■ TASK BRIEF:
Below are the records; collect from them each line containing the string "dead".

■ RECORDED INFORMATION:
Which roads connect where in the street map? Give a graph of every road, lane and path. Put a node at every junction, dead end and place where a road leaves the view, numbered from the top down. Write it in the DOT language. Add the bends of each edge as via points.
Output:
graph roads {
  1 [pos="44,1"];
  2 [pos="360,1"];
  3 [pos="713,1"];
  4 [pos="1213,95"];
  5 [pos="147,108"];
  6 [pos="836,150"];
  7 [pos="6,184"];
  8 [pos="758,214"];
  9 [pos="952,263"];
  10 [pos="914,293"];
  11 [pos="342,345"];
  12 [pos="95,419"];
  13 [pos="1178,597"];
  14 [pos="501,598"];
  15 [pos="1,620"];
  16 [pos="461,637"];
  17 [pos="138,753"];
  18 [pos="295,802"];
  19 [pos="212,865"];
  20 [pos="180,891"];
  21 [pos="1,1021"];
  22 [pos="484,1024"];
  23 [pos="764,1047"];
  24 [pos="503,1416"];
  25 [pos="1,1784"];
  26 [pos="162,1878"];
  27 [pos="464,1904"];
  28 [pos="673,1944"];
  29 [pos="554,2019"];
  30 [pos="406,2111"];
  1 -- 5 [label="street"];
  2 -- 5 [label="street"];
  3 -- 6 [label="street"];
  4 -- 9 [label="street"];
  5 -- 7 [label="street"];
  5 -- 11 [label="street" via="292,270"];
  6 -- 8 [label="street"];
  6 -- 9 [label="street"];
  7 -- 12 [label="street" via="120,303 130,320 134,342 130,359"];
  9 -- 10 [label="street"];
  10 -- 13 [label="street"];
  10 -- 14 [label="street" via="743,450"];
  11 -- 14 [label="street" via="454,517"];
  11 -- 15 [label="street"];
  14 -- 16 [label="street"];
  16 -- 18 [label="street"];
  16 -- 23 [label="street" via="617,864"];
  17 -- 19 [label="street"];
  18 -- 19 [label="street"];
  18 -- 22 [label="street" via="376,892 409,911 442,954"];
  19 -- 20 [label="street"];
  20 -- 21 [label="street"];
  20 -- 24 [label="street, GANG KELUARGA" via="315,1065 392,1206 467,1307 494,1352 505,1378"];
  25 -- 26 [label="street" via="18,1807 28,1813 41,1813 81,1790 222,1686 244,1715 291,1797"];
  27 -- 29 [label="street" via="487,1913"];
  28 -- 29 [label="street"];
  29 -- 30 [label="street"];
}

...

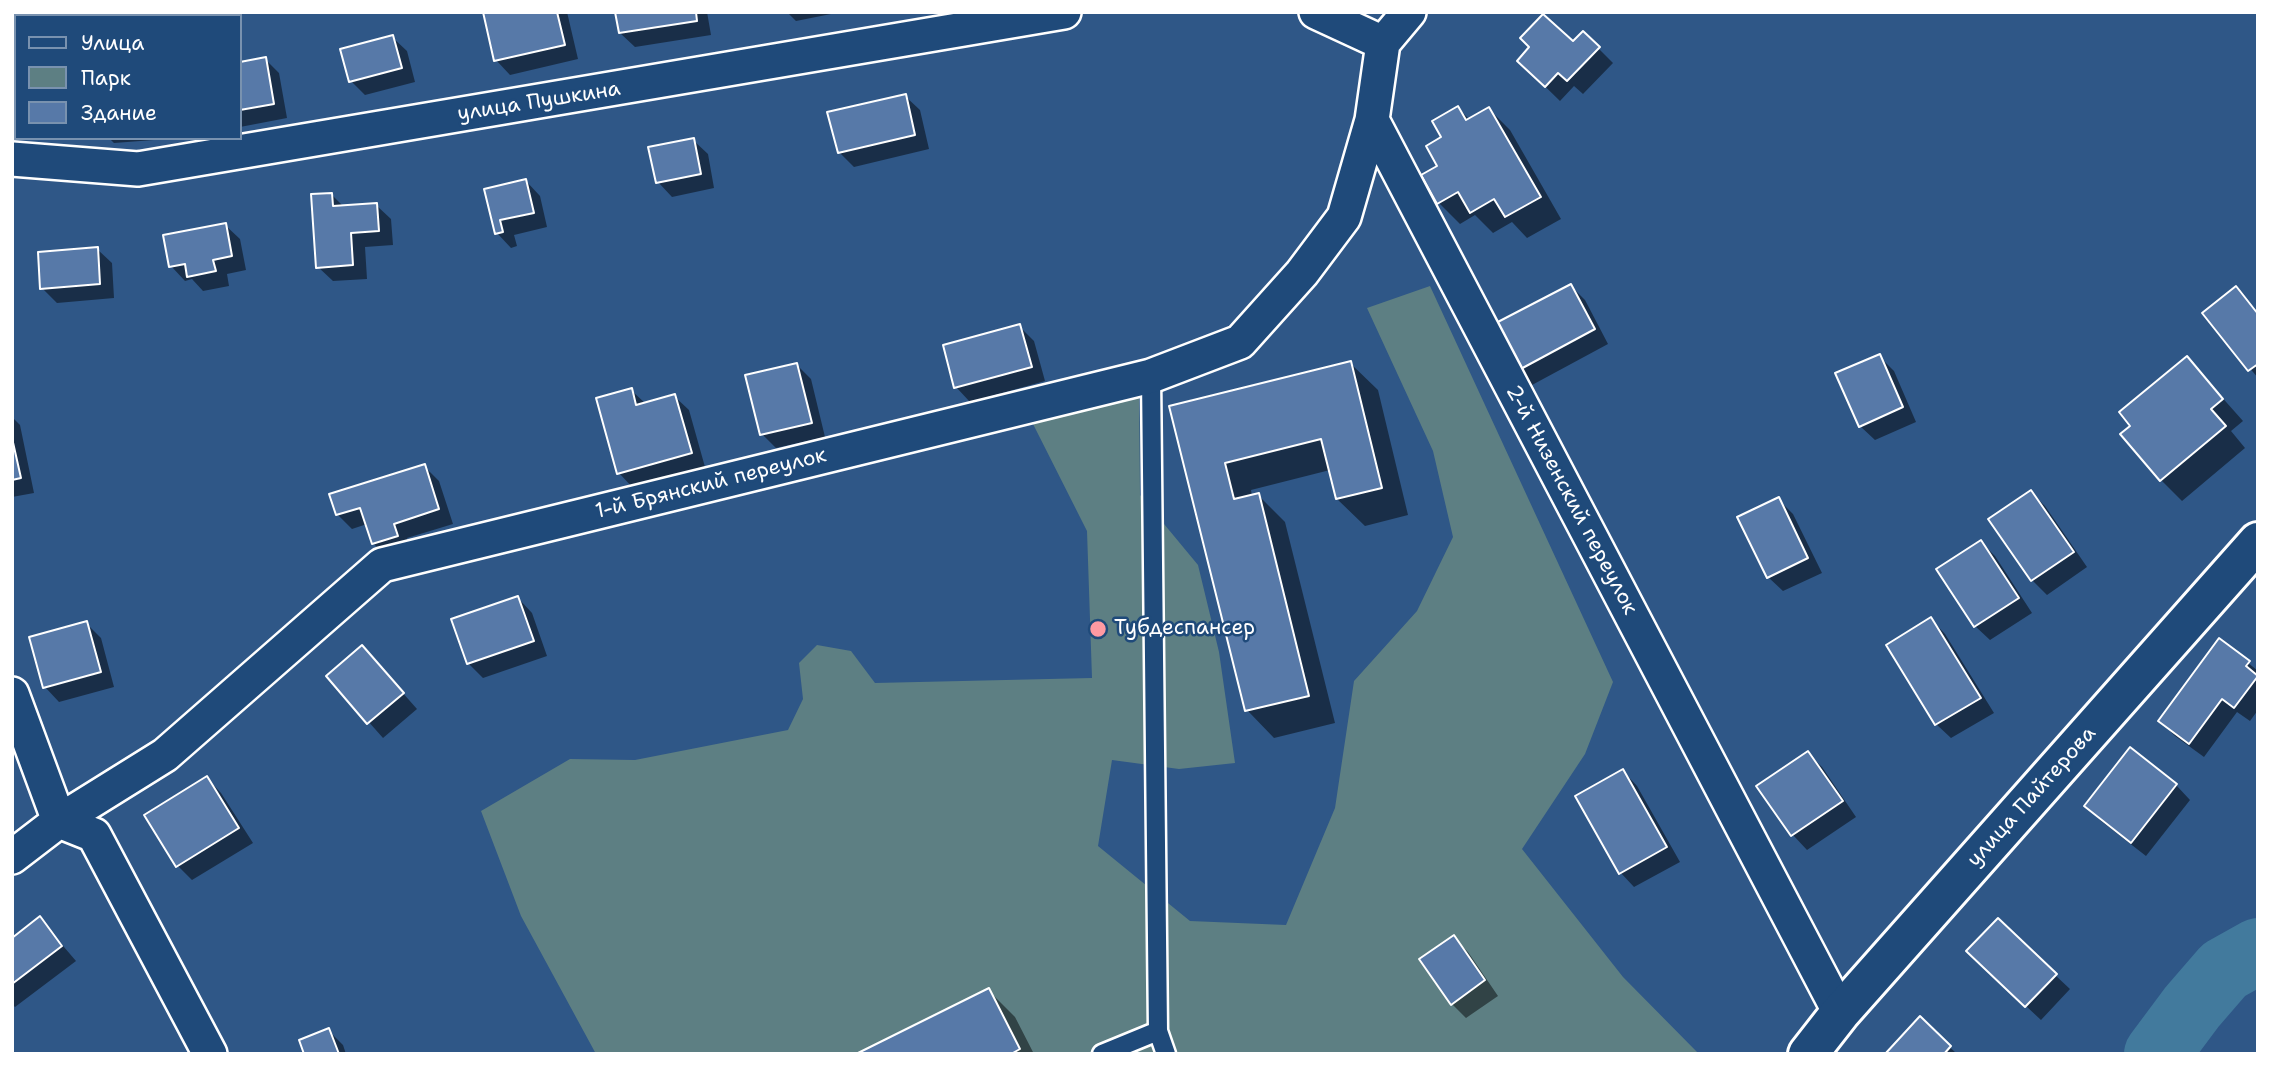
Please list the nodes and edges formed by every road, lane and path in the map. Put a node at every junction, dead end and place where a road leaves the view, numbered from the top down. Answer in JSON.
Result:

■ TASK RESULT:
Which roads connect where in the street map? Give a graph of every road, lane and path. Put a node at every junction, dead end and place where a road leaves the view, numbered from the top down. Write it in the DOT language. Add the bends of each edge as via points.
Please list the nodes and edges formed by every road, lane and path in the map. Put a node at every junction, dead end and place where a road leaves the view, numbered from the top down. Answer in JSON.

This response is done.